#### Task item
In full and without change, repeat the records shown below.

++++++++

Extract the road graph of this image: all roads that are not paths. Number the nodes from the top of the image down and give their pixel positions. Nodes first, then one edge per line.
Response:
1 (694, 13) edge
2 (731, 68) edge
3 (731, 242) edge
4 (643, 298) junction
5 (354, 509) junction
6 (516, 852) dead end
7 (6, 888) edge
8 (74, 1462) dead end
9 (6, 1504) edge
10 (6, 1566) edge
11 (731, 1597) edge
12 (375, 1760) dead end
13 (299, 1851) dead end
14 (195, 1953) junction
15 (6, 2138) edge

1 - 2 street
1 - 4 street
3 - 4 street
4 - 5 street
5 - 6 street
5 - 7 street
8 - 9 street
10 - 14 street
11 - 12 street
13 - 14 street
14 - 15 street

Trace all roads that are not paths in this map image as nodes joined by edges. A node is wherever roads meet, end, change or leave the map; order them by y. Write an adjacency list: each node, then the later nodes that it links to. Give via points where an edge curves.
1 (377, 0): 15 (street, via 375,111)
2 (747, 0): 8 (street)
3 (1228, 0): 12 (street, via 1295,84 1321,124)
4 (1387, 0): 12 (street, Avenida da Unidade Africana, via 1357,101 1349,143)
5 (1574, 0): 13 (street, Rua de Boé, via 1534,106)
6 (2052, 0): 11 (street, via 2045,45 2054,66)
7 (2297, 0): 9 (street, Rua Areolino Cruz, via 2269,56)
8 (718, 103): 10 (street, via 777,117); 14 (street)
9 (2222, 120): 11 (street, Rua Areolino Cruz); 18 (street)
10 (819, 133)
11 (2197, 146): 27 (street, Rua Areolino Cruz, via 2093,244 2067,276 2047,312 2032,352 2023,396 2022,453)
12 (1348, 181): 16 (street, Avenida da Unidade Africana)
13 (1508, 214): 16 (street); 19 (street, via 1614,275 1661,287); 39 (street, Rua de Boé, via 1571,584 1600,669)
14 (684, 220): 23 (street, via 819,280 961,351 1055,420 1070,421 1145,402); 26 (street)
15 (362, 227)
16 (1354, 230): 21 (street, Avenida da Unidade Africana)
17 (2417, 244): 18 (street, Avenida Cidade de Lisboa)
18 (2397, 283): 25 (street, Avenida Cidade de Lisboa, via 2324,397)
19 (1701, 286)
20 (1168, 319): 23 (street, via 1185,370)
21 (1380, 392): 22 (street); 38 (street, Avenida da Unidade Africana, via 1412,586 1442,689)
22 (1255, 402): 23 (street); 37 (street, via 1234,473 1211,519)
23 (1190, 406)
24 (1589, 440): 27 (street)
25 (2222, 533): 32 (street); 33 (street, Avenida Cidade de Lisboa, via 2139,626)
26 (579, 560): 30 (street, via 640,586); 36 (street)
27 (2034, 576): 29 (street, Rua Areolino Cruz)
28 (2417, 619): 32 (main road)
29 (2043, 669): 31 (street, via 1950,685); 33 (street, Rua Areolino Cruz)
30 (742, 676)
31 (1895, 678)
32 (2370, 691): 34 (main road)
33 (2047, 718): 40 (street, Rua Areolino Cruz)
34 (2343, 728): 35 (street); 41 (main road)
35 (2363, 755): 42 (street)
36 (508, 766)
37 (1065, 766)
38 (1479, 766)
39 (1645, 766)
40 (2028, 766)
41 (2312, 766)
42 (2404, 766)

++++++++

#### Answer section
Extract the road graph of this image: all roads that are not paths. Number the nodes from the top of the image down and give their pixel positions. Nodes first, then one edge per line.
Response:
1 (694, 13) edge
2 (731, 68) edge
3 (731, 242) edge
4 (643, 298) junction
5 (354, 509) junction
6 (516, 852) dead end
7 (6, 888) edge
8 (74, 1462) dead end
9 (6, 1504) edge
10 (6, 1566) edge
11 (731, 1597) edge
12 (375, 1760) dead end
13 (299, 1851) dead end
14 (195, 1953) junction
15 (6, 2138) edge

1 - 2 street
1 - 4 street
3 - 4 street
4 - 5 street
5 - 6 street
5 - 7 street
8 - 9 street
10 - 14 street
11 - 12 street
13 - 14 street
14 - 15 street

Trace all roads that are not paths in this map image as nodes joined by edges. A node is wherever roads meet, end, change or leave the map; order them by y. Write an adjacency list: each node, then the later nodes that it links to. Give via points where an edge curves.
1 (377, 0): 15 (street, via 375,111)
2 (747, 0): 8 (street)
3 (1228, 0): 12 (street, via 1295,84 1321,124)
4 (1387, 0): 12 (street, Avenida da Unidade Africana, via 1357,101 1349,143)
5 (1574, 0): 13 (street, Rua de Boé, via 1534,106)
6 (2052, 0): 11 (street, via 2045,45 2054,66)
7 (2297, 0): 9 (street, Rua Areolino Cruz, via 2269,56)
8 (718, 103): 10 (street, via 777,117); 14 (street)
9 (2222, 120): 11 (street, Rua Areolino Cruz); 18 (street)
10 (819, 133)
11 (2197, 146): 27 (street, Rua Areolino Cruz, via 2093,244 2067,276 2047,312 2032,352 2023,396 2022,453)
12 (1348, 181): 16 (street, Avenida da Unidade Africana)
13 (1508, 214): 16 (street); 19 (street, via 1614,275 1661,287); 39 (street, Rua de Boé, via 1571,584 1600,669)
14 (684, 220): 23 (street, via 819,280 961,351 1055,420 1070,421 1145,402); 26 (street)
15 (362, 227)
16 (1354, 230): 21 (street, Avenida da Unidade Africana)
17 (2417, 244): 18 (street, Avenida Cidade de Lisboa)
18 (2397, 283): 25 (street, Avenida Cidade de Lisboa, via 2324,397)
19 (1701, 286)
20 (1168, 319): 23 (street, via 1185,370)
21 (1380, 392): 22 (street); 38 (street, Avenida da Unidade Africana, via 1412,586 1442,689)
22 (1255, 402): 23 (street); 37 (street, via 1234,473 1211,519)
23 (1190, 406)
24 (1589, 440): 27 (street)
25 (2222, 533): 32 (street); 33 (street, Avenida Cidade de Lisboa, via 2139,626)
26 (579, 560): 30 (street, via 640,586); 36 (street)
27 (2034, 576): 29 (street, Rua Areolino Cruz)
28 (2417, 619): 32 (main road)
29 (2043, 669): 31 (street, via 1950,685); 33 (street, Rua Areolino Cruz)
30 (742, 676)
31 (1895, 678)
32 (2370, 691): 34 (main road)
33 (2047, 718): 40 (street, Rua Areolino Cruz)
34 (2343, 728): 35 (street); 41 (main road)
35 (2363, 755): 42 (street)
36 (508, 766)
37 (1065, 766)
38 (1479, 766)
39 (1645, 766)
40 (2028, 766)
41 (2312, 766)
42 (2404, 766)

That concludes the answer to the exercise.